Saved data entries
*-*-*
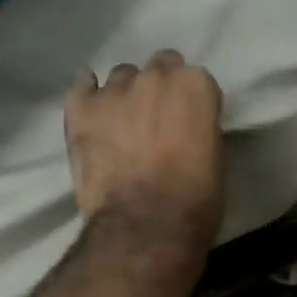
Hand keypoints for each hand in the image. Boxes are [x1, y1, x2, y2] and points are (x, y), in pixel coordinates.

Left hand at [66, 50, 224, 255]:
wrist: (144, 227)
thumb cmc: (193, 202)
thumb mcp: (215, 159)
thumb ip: (201, 128)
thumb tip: (187, 128)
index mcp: (194, 85)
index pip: (196, 80)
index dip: (192, 104)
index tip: (189, 124)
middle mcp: (155, 76)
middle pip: (159, 69)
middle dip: (160, 91)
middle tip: (157, 122)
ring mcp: (114, 90)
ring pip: (121, 78)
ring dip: (126, 95)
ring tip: (122, 125)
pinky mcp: (81, 109)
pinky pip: (81, 86)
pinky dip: (88, 93)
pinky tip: (91, 107)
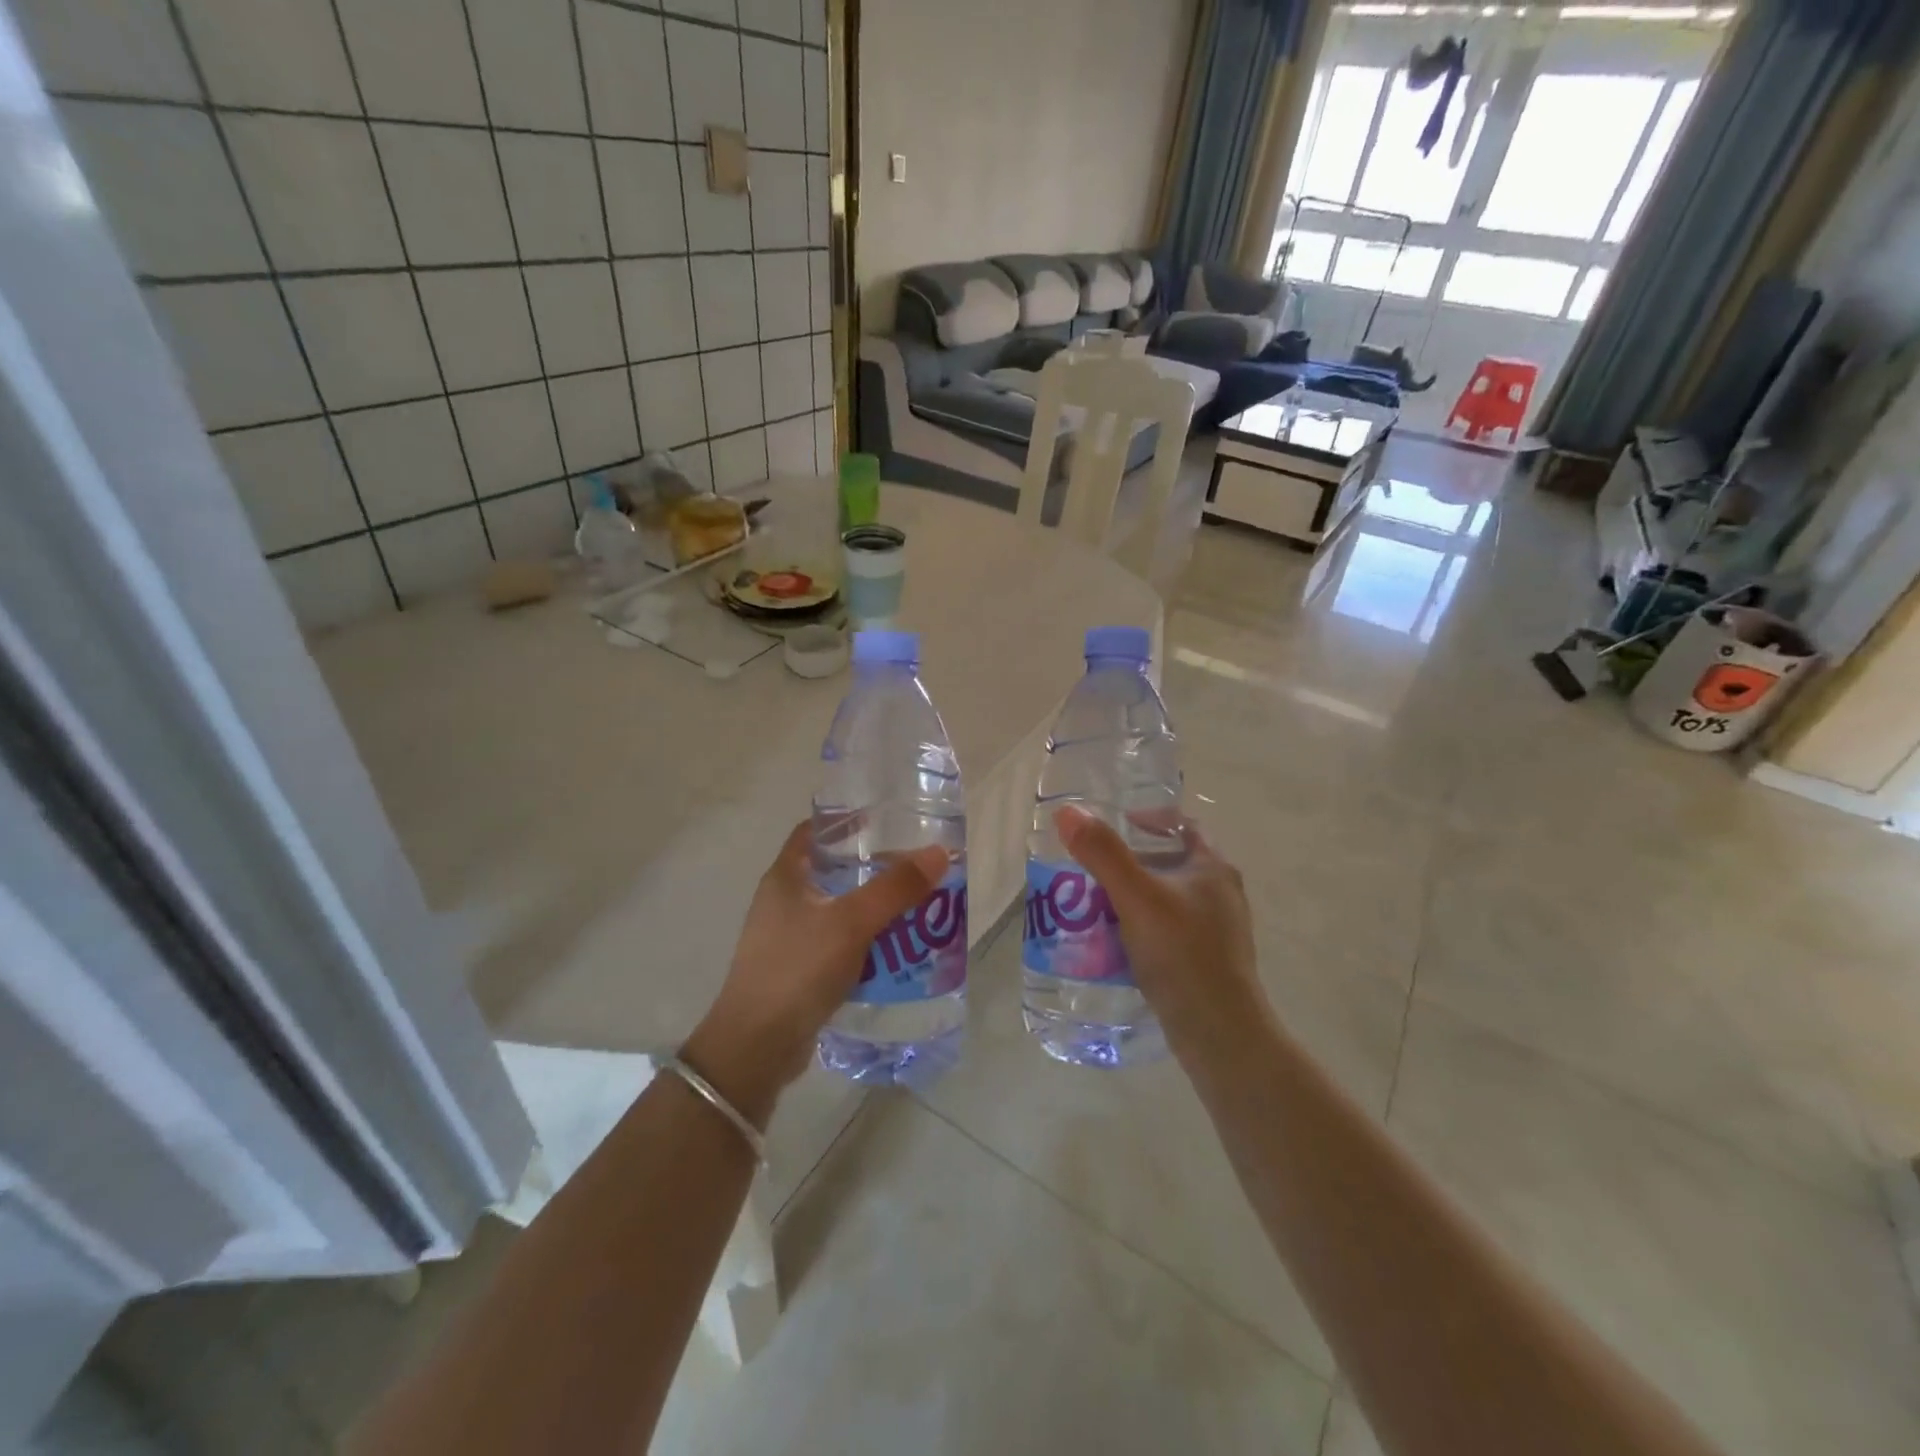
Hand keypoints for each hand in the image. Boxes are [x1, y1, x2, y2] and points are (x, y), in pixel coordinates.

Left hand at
*-*-*
What you need to do: Skip the pictures and retype exactly the lines from the one that contains "index dip: (192, 104)" to the last line of the records.

Output:
index dip: (192, 104)
index tip: (189, 124)
middle mcp: (155, 76)
middle pip: (159, 69)
middle dip: (160, 91)
middle tip: (157, 122)
ring mcp: (114, 90)
ring pip: (121, 78)
ring dip: (126, 95)
ring tip: (122, 125)
pinky mcp: (81, 109)
pinky pip: (81, 86)
pinky dip: (88, 93)
pinky tip: (91, 107)
Hand keypoints for each hand in the image. Boxes are [x1, y1, x2, y2] and points are (x, y), in pixel coordinates.

Left hand at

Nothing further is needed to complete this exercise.